Die in der APR zusammengeschlossenen Programmanbieter treten dem Verbotsrecht der Urheber, ausübenden Künstler und Tonträgerhersteller bei der Erstverwertung nicht entgegen. Ebenso wenig stellen die Anbieter privaten Rundfunks die angemessene Vergütung bei der Zweitverwertung von Tonträgermusik in Abrede. Die APR ist Gesamtvertragspartner der GVL für das Senderecht.

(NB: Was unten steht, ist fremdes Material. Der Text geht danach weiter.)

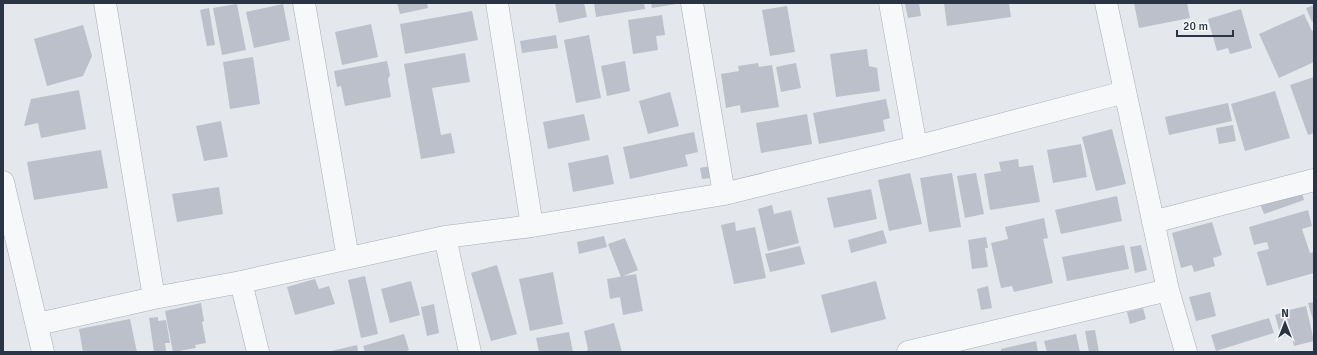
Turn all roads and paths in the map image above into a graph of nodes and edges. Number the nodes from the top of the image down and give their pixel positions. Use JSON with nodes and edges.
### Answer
{"nodes":[{"id":1,"x":105,"y":3,"type":"edge"},
{"id":2,"x":304,"y":3,"type":"edge"},
{"id":3,"x":497,"y":3,"type":"edge"},
{"id":4,"x":692,"y":3,"type":"edge"},
{"id":5,"x":890,"y":3,"type":"edge"},
{"id":6,"x":1106,"y":3,"type":"edge"},
{"id":7,"x":1125,"y":92,"type":"junction"},
{"id":8,"x":916,"y":147,"type":"junction"},
{"id":9,"x":1314,"y":180,"type":"edge"},
{"id":10,"x":3,"y":182,"type":"edge"},
{"id":11,"x":724,"y":194,"type":"junction"},
{"id":12,"x":1153,"y":222,"type":"junction"},
{"id":13,"x":532,"y":226,"type":"junction"},
{"id":14,"x":445,"y":237,"type":"junction"},
{"id":15,"x":348,"y":258,"type":"junction"},
{"id":16,"x":241,"y":282,"type":"junction"},
{"id":17,"x":1168,"y":290,"type":"junction"},
{"id":18,"x":154,"y":298,"type":"junction"},
{"id":19,"x":38,"y":324,"type":"junction"},
{"id":20,"x":43,"y":352,"type":"edge"},
{"id":21,"x":258,"y":352,"type":"edge"},
{"id":22,"x":470,"y":352,"type":"edge"},
{"id":23,"x":908,"y":352,"type":"edge"},
{"id":24,"x":1186,"y":352,"type":"edge"}],
"edges":[{"from":1,"to":18,"type":"street"},
{"from":2,"to":15,"type":"street"},
{"from":3,"to":13,"type":"street"},
{"from":4,"to":11,"type":"street"},
{"from":5,"to":8,"type":"street"},
{"from":6,"to":7,"type":"street"},
{"from":7,"to":8,"type":"street"},
{"from":7,"to":12,"type":"street"},
{"from":8,"to":11,"type":"street"},
{"from":9,"to":12,"type":"street"},
{"from":10,"to":19,"type":"street"},
{"from":11,"to":13,"type":"street"},
{"from":12,"to":17,"type":"street"},
{"from":13,"to":14,"type":"street"},
{"from":14,"to":15,"type":"street"},
{"from":14,"to":22,"type":"street"},
{"from":15,"to":16,"type":"street"},
{"from":16,"to":18,"type":"street"},
{"from":16,"to":21,"type":"street"},
{"from":17,"to":23,"type":"street"},
{"from":17,"to":24,"type":"street"},
{"from":18,"to":19,"type":"street"},
{"from":19,"to":20,"type":"street"}]}
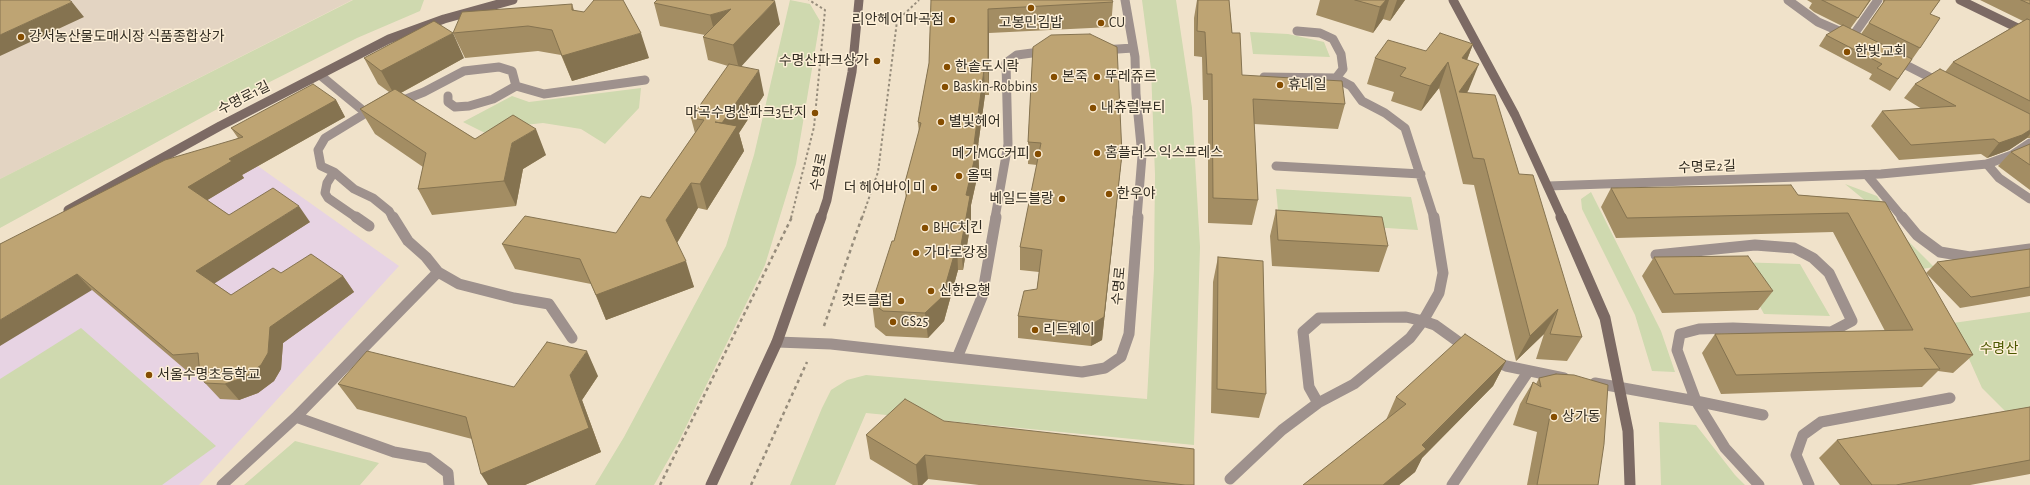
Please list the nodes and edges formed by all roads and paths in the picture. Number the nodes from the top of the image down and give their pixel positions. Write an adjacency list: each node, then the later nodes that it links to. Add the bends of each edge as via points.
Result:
1 (513, 0): 16 (street, 수명로1길, via 444,19 390,39)
2 (809, 0): 54 (path, via 825,10 814,127 794,212)
3 (859, 0): 41 (street, 수명로, via 852,72 827,200)
4 (920, 0): 42 (path, via 897,20 878,172 828,316)
5 (1125, 0): 12 (street, 수명로)
6 (1454, 0): 32 (street, via 1515,115)
7 (1788, 0): 8 (street, via 1818,22 1856,39)
8 (1878, 0)
9 (1960, 0): 11 (street)
10 (1297, 30): 18 (street, via 1320,33 1333,39 1341,54 1343,69)
11 (2030, 34)
12 (1133, 48): 13 (street); 43 (street, 수명로, via 1142,156 1129,334 1121,357 1105,368 1082,372)
13 (1094, 50)
14 (1056, 51): 43 (street, via 1017,55 1006,63 1008,144 982,297)
15 (1888, 55): 20 (street)
16 (320, 75): 25 (street); 34 (street, 수명로1길, via 220,126)
17 (1260, 77): 18 (street)
18 (1336, 78): 30 (street, via 1351,86 1362,101 1385,113 1405,128)
19 (645, 80): 21 (street, via 544,94)
20 (1945, 85)
21 (516, 86): 22 (street, via 493,99 469,106 455,107 448,102); 23 (street, via 512,71 499,67 464,71 424,92)
22 (448, 96)
23 (390, 105)
24 (378, 109): 25 (street)
25 (366, 113): 29 (street, via 325,138 318,150 321,166)
26 (2030, 142): 27 (street, 수명로2길, via 2012,155)
27 (1987, 164): 31 (street, 수명로2길); 33 (street, via 1999,178)
28 (1276, 166): 30 (street)
29 (334, 172): 35 (street, via 327,183 325,193 328,198); 38 (street, via 354,190 373,198 389,211 408,241)
30 (1421, 174): 39 (street, via 1436,223 1443,273 1439,293)
31 (1867, 175): 32 (street, 수명로2길); 36 (street, via 1916,235 1940,252 1970,257)
32 (1548, 186): 45 (street, via 1605,318)
33 (2030, 199)
34 (57, 216)
35 (369, 226)
36 (2030, 249)
37 (1656, 255): 47 (street, via 1755,245 1794,248 1813,258 1829,274 1852,321 1831,332 1733,328 1699,329 1680,334 1678,350)
38 (438, 272): 40 (street, via 459,284 549,304); 50 (street)
39 (1423, 322): 44 (street, via 1435,324 1477,353 1506,366); 48 (street, via 1410,338 1354,384); 48 (street, via 1406,317 1318,318 1303,332 1309,387)
40 (572, 338)
41 (777, 342): 42 (street, 수명로); 55 (street, 수명로)
42 (816, 343): 43 (street, 수명로); 56 (path)
43 (958, 358)
44 (1528, 372): 45 (street); 57 (street)
45 (1619, 387): 47 (street); 58 (street, via 1628,431)
46 (1950, 398): 60 (street, via 1821,422 1803,436 1796,455)
47 (1696, 401): 49 (street); 59 (street, via 1725,448)
48 (1318, 403): 51 (street, via 1282,430)
49 (1763, 415)
50 (296, 417): 52 (street); 53 (street, via 394,452 428,458 448,473)
51 (1230, 480)
52 (222, 485)
53 (449, 485)
54 (660, 485)
55 (711, 485)
56 (751, 485)
57 (1452, 485)
58 (1630, 485)
59 (1759, 485)
60 (1809, 485)

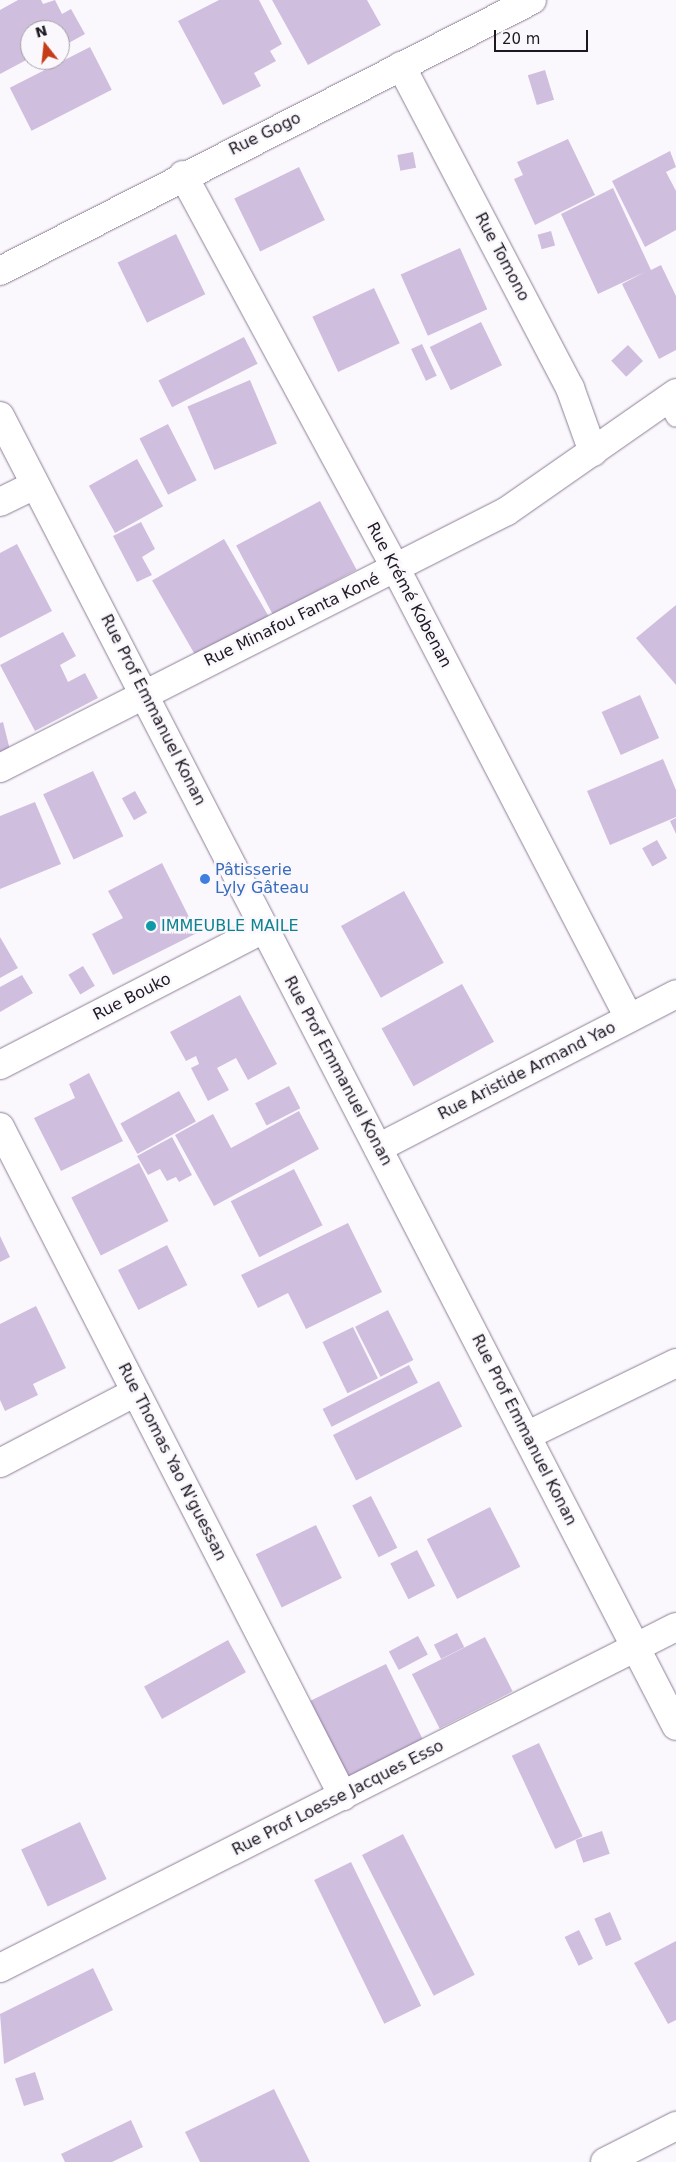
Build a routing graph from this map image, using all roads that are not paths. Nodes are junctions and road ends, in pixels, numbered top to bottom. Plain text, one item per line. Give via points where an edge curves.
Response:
1 (532, 0) edge
2 (401, 66) junction
3 (183, 174) junction
4 (0, 271) edge
5 (673, 404) edge
6 (0, 416) edge
7 (593, 452) junction
8 (35, 485) junction
9 (0, 502) edge
10 (396, 568) junction
11 (146, 693) junction
12 (0, 768) edge
13 (264, 929) junction
14 (676, 994) edge
15 (630, 1018) junction
16 (0, 1065) edge
17 (0, 1127) edge
18 (378, 1148) junction
19 (676, 1363) edge
20 (136, 1392) junction
21 (528, 1435) junction
22 (0, 1463) edge
23 (676, 1627) edge
24 (635, 1648) junction
25 (676, 1726) edge
26 (343, 1796) junction
27 (0, 1968) edge
28 (676, 2126) edge
29 (604, 2162) edge

1 - 2 street, Rue Gogo
2 - 3 street, Rue Gogo
2 - 7 street, Rue Tomono via 570,388
3 - 4 street, Rue Gogo
3 - 10 street, Rue Krémé Kobenan
5 - 7 street, Rue Minafou Fanta Koné
6 - 8 street, Rue Prof Emmanuel Konan
7 - 10 street, Rue Minafou Fanta Koné via 507,511
8 - 9 street
8 - 11 street, Rue Prof Emmanuel Konan
10 - 11 street, Rue Minafou Fanta Koné
10 - 15 street, Rue Krémé Kobenan
11 - 12 street, Rue Minafou Fanta Koné
11 - 13 street, Rue Prof Emmanuel Konan
13 - 16 street, Rue Bouko
13 - 18 street, Rue Prof Emmanuel Konan
14 - 15 street, Rue Aristide Armand Yao
15 - 18 street, Rue Aristide Armand Yao
17 - 20 street, Rue Thomas Yao N'guessan
18 - 21 street, Rue Prof Emmanuel Konan
19 - 21 street
20 - 22 street
20 - 26 street, Rue Thomas Yao N'guessan
21 - 24 street, Rue Prof Emmanuel Konan
23 - 24 street, Rue Prof Loesse Jacques Esso
24 - 25 street, Rue Prof Emmanuel Konan
24 - 26 street, Rue Prof Loesse Jacques Esso
26 - 27 street, Rue Prof Loesse Jacques Esso
28 - 29 street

Jedoch entspricht es dem praktischen Bedürfnis, die zeitsouveränen Zweitverwertung von Tonträgermusik entsprechend dem Vorbild der §§ 78 Abs. 2, 86 UrhG derart zu regeln, dass die ausübenden Künstler und hieran beteiligt die Tonträgerhersteller einen Anspruch auf angemessene Vergütung, nicht jedoch ein Verbotsrecht haben. Die Vergütung ist ausschließlich von einer Verwertungsgesellschaft wie zum Beispiel der GVL wahrzunehmen. So ist gewährleistet, dass die aus Sicht des Nutzers austauschbaren Formen des Programmkonsums – während der Präsentation nach dem Sendeplan oder zeitsouverän – nach gleichen rechtlichen Grundsätzen erfolgen können.

Dieses Positionspapier lag der Mitgliederversammlung der APR am 24. März 2010 im Münchener Literaturhaus vor und wurde danach vom Vorstand in einer die Diskussion zusammenfassenden Weise einstimmig beschlossen.